Small point, but I think that “neuralese” is likely to be somewhat interpretable, still.
1. We might advance at regular LLM interpretability, in which case those lessons might apply.
2. We might pressure LLM systems to only use CoT neuralese that we can inspect.
There’s also a question of how much future LLM agents will rely on CoT vs. more regular formats for storage. For example, I believe that a lot of agents now are saving information in English into knowledge bases of different kinds. It’s far easier for software people working with complex LLM workflows to make sure a lot of the intermediate formats are in languages they can understand.
All that said, personally, I’m excited for a multi-layered approach, especially at this point when it seems fairly early.
As I posted in a top level comment, I’m not convinced that even success would be a good outcome.

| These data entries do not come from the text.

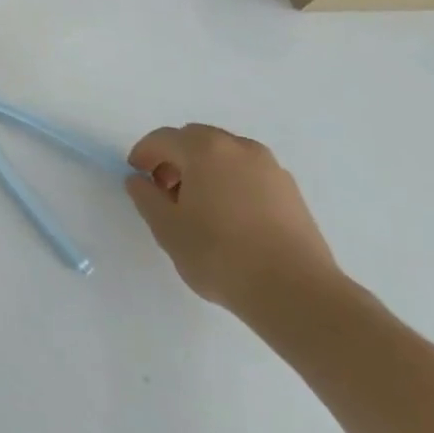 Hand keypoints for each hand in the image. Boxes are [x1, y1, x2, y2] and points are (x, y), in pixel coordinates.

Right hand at [125, 123, 341, 318]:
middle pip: (196, 140)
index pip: (163, 139)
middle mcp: (239, 147)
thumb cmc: (220, 255)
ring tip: (198, 206)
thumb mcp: (167, 228)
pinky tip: (229, 217)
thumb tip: (139, 180)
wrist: (297, 293)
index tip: (136, 175)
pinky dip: (231, 182)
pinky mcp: (291, 191)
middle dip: (175, 158)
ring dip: (204, 170)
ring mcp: (270, 168)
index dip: (144, 154)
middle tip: (164, 190)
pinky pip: (249, 174)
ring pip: (225, 156)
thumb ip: (145, 197)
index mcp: (204, 149) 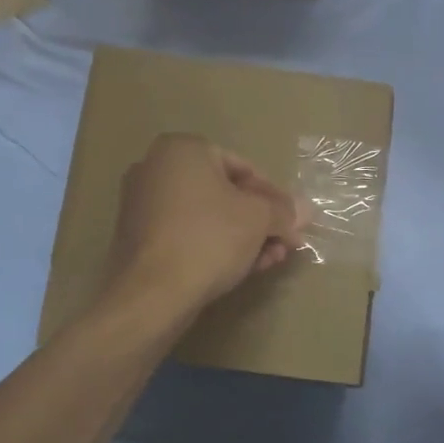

I think that if we get this working 99.999% reliably. we still end up delegating parts of the oversight in ways that have other alignment failure modes, such as via hyper-introspection.
Only modest confidence, but while there’s an observability gap between neuralese and CoT monitoring, I suspect it’s smaller than the gap between reasoning traces that haven’t been trained against oversight and reasoning traces that have.
Makes sense! As we’ve seen, while Chain-of-Thought (CoT) reasoning is highly interpretable, it doesn’t necessarily reflect the model’s true internal reasoning. Interpretability techniques might help us decode “neuralese” enough to verify whether a CoT explanation is faithful to the model’s actual reasoning process. This could also help detect covert communication between cooperating, unaligned agents. As Nanda pointed out, though, current methods are noisy and can be gamed by the system (for example, by hiding its intentions through more complex forms of superposition).
I agree with both of you that interpretability is a powerful tool with its limiations. However, given the uncertainty around its scalability, our best strategy may be to use it for ensuring incremental alignment. That, in turn, could help accelerate progress in both interpretability and control research.
> Another note is that you might have other goals than finding deceptive AI, e.g. you might want to be able to convince other people that you’ve found deceptive AI (which I’m somewhat skeptical you’ll be able to do with non-behavioral methods), or you might want to be able to safely deploy known-scheming models.
It also seems that spotting traces of suspicious reasoning through mech interpretability would be useful in both convincing people and deployment contexts. For example, if a model is generating a cake recipe, it shouldn’t be reasoning about complex bioengineering concepts. If such concepts are present, interpretability methods might flag them as potential signs of misalignment. The same mechanism could serve as a red flag during production to identify when a model is acting in unexpected or unsafe ways, as a layered approach mentioned by Nanda.